#### Required action:
Consider the entries below. Count the lines holding the string "Menno" and state the number only.

Stored data entries
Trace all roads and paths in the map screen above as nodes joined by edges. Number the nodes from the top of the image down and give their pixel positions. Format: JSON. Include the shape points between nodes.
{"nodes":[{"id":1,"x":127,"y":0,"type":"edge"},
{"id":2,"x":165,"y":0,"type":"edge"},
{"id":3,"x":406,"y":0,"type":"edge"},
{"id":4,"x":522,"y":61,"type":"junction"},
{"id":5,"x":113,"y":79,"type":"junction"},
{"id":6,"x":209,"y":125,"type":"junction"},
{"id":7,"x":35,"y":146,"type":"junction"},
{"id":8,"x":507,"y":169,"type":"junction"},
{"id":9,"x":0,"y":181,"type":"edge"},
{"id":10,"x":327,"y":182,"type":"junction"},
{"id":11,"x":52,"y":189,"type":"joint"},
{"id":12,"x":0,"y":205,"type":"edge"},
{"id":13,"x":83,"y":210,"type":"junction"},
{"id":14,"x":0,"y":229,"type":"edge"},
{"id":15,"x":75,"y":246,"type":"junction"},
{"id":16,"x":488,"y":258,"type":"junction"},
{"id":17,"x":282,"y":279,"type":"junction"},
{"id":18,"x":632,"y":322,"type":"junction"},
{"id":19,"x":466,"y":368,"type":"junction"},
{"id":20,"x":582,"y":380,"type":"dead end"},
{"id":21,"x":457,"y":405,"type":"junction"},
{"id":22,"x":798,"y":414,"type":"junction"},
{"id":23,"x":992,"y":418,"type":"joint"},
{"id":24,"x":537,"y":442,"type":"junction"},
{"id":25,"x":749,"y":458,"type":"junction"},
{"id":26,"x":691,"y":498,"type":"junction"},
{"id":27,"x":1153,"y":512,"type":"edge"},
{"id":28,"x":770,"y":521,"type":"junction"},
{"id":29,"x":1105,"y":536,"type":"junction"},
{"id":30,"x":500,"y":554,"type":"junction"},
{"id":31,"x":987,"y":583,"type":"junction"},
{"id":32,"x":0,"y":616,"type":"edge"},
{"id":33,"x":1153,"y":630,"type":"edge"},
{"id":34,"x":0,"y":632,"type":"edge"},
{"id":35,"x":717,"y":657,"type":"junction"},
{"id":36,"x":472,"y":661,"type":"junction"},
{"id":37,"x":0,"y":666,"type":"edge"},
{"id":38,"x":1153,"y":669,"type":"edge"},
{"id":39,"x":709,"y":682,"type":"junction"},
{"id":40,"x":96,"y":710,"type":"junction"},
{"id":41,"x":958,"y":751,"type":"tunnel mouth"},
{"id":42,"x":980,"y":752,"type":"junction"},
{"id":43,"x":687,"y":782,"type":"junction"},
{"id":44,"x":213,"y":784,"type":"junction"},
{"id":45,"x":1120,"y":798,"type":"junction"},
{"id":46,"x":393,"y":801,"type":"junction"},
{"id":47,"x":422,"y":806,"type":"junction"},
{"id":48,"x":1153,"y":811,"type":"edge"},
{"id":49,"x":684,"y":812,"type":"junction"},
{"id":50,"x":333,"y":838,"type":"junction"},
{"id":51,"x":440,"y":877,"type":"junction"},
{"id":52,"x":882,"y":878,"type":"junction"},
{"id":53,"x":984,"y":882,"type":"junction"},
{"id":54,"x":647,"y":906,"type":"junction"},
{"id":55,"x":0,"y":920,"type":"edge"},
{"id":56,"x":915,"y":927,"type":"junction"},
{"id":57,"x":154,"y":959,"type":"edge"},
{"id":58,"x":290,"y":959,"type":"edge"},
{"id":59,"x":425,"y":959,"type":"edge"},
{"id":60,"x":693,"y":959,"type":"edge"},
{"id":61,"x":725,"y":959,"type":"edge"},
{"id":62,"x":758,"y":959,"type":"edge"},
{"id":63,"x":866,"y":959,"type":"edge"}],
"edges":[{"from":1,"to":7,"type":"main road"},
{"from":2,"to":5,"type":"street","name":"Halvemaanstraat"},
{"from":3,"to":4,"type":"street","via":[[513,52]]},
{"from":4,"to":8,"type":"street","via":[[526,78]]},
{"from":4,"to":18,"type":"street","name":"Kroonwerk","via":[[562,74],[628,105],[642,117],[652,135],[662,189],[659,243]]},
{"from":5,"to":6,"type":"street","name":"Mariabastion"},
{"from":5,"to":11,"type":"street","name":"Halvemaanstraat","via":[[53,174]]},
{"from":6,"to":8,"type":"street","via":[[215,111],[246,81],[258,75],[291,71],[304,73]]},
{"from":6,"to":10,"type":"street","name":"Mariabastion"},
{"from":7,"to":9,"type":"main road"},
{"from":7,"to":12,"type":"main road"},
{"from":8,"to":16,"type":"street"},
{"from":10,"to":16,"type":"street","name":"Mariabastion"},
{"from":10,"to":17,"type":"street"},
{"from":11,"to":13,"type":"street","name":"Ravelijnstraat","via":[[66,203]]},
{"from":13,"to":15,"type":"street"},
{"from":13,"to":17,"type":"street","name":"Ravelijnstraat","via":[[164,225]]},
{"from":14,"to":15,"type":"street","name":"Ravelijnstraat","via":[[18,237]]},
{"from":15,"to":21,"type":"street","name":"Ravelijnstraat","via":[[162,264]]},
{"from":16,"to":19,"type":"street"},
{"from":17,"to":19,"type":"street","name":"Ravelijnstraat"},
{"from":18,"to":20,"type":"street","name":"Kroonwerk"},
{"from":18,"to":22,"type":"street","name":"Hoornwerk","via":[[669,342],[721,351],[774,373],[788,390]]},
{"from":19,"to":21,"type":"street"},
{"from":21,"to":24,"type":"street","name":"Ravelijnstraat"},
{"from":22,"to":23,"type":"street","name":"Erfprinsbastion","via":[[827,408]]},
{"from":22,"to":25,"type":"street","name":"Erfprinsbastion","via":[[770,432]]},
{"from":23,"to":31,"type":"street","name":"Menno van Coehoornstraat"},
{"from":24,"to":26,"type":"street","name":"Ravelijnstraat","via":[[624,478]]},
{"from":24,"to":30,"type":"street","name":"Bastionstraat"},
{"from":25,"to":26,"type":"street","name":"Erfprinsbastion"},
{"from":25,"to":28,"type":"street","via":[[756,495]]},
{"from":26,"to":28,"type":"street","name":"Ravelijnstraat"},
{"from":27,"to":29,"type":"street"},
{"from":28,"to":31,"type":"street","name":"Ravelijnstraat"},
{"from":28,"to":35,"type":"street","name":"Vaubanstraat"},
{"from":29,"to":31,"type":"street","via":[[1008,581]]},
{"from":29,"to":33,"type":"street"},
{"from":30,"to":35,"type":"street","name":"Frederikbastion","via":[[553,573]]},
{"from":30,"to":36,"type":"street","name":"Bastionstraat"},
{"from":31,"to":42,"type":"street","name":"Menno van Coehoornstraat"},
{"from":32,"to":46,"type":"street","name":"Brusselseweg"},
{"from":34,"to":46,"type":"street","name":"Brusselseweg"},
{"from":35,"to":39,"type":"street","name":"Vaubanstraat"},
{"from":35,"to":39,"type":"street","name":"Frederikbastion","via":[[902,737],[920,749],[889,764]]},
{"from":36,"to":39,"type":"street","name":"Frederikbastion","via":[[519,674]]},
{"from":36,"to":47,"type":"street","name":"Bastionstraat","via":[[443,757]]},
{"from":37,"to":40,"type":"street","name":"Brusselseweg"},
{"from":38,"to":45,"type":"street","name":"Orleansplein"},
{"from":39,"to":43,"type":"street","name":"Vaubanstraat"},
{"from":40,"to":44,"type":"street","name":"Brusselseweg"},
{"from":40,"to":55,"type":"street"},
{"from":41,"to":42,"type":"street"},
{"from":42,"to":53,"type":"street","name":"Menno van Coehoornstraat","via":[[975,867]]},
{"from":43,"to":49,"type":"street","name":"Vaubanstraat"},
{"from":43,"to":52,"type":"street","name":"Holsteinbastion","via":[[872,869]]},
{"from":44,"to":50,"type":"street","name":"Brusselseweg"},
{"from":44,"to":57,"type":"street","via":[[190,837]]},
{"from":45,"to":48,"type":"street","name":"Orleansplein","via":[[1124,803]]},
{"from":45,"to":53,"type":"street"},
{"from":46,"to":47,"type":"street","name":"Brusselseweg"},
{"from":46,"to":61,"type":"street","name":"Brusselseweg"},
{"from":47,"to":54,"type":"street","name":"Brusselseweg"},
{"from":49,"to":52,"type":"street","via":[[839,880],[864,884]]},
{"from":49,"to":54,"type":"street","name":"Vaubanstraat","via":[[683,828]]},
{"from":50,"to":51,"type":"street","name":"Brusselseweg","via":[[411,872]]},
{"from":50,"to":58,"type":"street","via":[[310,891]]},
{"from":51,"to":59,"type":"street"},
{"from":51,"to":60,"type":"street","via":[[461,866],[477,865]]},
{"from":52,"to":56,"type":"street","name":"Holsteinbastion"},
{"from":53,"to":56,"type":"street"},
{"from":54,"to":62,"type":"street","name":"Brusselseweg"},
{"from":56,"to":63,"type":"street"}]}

#### Exercise solution:
3